Lebanon parliament grants sweeping powers to military in Beirut
Lebanon’s parliament has approved a state of emergency in Beirut in its first session since the explosion in the city last week.
It has granted the military sweeping powers amid rising anger and political uncertainty in the capital.
The blast that killed more than 170 people and injured at least 6,000 others changed the face of the city and forced the government to resign.
Before resigning, the government declared a state of emergency in Beirut that granted the military sweeping powers including the power to declare curfews, prevent public gatherings and censor media, as well as refer civilians to military tribunals for alleged security breaches. Parliament approved the state of emergency on 13 August. The state of emergency required such approval.
The move has been criticised by rights groups and other critics who say the civilian government was already operating with increased powers because of the coronavirus (Covid-19) outbreak.
Some pointed to the heavy military crackdown on protesters last week, fearing extended power could lead to increased use of force to silence dissent.
Parliament is convening outside its regular location to observe social distancing amid a coronavirus surge and because of protests outside the parliament building by Lebanese people who want the political class to step down.
It is still not known what caused the fire responsible for igniting nearly 3,000 tons of ammonium nitrate stored in Beirut’s port.

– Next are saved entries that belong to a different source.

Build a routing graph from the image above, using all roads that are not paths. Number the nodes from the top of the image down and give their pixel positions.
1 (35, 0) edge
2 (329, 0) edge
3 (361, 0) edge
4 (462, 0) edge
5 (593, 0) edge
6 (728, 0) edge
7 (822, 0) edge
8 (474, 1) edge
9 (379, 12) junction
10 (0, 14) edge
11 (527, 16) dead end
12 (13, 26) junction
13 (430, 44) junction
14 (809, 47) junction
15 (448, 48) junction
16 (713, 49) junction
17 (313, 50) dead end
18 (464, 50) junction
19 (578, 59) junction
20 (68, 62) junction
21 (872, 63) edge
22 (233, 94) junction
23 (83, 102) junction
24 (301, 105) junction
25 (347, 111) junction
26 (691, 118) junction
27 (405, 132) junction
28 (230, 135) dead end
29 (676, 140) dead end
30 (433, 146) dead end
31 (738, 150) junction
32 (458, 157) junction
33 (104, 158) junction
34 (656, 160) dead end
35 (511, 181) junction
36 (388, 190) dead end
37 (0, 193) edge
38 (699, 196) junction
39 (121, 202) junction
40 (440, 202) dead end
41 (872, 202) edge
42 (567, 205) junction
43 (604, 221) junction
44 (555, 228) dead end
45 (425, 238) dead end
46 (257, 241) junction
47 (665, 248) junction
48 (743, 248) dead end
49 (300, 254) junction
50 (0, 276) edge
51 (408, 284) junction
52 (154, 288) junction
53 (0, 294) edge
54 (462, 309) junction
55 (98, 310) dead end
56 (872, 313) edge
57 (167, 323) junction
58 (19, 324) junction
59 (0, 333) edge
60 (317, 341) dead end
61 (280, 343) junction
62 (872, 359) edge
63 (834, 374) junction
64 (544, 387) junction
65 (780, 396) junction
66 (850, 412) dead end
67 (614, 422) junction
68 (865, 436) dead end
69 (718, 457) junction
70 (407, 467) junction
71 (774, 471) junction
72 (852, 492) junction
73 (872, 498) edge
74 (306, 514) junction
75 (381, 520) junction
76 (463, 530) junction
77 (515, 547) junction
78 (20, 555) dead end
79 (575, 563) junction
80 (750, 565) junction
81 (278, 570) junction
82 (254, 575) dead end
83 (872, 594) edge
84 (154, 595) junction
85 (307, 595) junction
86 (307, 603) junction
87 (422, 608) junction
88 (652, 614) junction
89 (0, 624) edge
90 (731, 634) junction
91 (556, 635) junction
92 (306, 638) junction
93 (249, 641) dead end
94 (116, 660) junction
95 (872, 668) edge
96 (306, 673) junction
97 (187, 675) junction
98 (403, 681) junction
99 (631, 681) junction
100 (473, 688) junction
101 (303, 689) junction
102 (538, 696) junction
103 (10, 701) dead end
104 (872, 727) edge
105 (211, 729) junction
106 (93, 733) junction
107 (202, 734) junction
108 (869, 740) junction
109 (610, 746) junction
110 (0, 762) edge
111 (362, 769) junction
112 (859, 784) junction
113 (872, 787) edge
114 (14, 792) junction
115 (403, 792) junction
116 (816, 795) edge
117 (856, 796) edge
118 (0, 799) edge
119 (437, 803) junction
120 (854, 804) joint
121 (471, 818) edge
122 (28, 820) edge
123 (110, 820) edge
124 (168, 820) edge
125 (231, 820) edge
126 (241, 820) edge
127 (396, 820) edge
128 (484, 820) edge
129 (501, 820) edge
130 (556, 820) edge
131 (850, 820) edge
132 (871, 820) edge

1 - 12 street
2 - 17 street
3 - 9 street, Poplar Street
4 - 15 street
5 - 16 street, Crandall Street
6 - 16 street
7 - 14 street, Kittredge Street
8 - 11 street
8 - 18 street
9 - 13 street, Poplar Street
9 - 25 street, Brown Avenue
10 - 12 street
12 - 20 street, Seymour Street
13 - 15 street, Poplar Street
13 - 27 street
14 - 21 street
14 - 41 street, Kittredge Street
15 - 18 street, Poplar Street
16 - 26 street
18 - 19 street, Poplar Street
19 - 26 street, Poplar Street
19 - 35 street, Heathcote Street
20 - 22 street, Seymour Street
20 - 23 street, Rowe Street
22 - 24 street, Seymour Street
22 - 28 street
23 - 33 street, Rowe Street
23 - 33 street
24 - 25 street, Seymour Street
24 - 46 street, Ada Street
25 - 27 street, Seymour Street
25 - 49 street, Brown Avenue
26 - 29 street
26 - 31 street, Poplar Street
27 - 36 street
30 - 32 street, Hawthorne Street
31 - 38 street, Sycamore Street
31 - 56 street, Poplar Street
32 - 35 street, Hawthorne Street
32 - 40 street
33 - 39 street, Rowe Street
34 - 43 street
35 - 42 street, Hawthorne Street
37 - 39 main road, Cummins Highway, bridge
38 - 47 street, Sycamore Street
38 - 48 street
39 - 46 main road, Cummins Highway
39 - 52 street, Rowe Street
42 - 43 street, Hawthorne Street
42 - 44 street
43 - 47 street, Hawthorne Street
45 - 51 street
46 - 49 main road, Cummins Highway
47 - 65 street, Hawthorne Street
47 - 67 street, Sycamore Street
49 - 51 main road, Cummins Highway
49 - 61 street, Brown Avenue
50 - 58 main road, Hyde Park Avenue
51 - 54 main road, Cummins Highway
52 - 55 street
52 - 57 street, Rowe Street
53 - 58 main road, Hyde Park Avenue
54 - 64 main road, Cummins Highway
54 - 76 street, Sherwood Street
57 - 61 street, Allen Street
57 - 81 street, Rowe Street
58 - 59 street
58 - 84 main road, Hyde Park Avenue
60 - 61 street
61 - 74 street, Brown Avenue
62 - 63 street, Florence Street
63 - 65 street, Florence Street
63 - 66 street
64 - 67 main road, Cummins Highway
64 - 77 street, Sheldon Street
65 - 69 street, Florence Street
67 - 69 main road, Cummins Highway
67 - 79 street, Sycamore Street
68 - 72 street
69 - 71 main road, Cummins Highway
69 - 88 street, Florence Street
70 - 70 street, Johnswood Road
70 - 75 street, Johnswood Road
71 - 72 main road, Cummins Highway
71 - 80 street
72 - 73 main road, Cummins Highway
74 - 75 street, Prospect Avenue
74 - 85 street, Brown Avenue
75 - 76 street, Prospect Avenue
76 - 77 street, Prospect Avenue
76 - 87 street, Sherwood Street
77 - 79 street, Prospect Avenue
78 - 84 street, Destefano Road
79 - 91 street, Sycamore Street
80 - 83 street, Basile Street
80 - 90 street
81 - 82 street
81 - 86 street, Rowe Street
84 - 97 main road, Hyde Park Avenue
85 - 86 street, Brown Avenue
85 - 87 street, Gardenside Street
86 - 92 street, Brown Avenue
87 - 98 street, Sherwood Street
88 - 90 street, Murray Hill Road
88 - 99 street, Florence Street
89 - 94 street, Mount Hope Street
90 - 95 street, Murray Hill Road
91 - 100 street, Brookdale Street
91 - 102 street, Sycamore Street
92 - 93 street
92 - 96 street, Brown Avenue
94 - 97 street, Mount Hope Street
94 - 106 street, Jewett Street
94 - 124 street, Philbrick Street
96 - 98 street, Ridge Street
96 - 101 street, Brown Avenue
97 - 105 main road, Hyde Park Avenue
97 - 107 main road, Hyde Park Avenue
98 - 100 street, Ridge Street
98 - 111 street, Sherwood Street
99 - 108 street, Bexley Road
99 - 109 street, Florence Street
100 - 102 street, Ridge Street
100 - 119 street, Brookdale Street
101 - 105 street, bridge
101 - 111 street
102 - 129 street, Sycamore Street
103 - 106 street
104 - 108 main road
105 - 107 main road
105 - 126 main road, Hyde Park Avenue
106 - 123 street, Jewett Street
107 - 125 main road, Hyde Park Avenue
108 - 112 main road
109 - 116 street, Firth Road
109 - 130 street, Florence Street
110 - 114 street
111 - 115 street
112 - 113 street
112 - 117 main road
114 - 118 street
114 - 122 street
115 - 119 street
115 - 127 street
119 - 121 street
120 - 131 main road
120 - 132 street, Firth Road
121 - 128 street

But documents have emerged in the wake of the explosion that show the country’s top leadership and security officials were aware of the chemicals being stored in the city port.
The explosion has fuelled outrage and protests against top political leaders and led to the resignation of the government on 10 August.
The cabinet is now acting in a caretaker capacity.
Parliament is required to approve the state of emergency eight days after it is imposed but it is not clear if the body has technically extended the government decision for 15 days or simply imposed the state of emergency starting on 13 August, human rights lawyer Nizar Saghieh said.
“There is incredible chaos,” he said.
Before resigning, the caretaker prime minister proposed early elections, an idea that was not supported by the parliament speaker and other political groups.
Since the resignation, there has been a flurry of closed-door meetings and political haggling to form a government that meets the approval of domestic and international powers.
It is not clear if there will be a national unity government – which would mean the participation of all political parties – or an emergency transition government.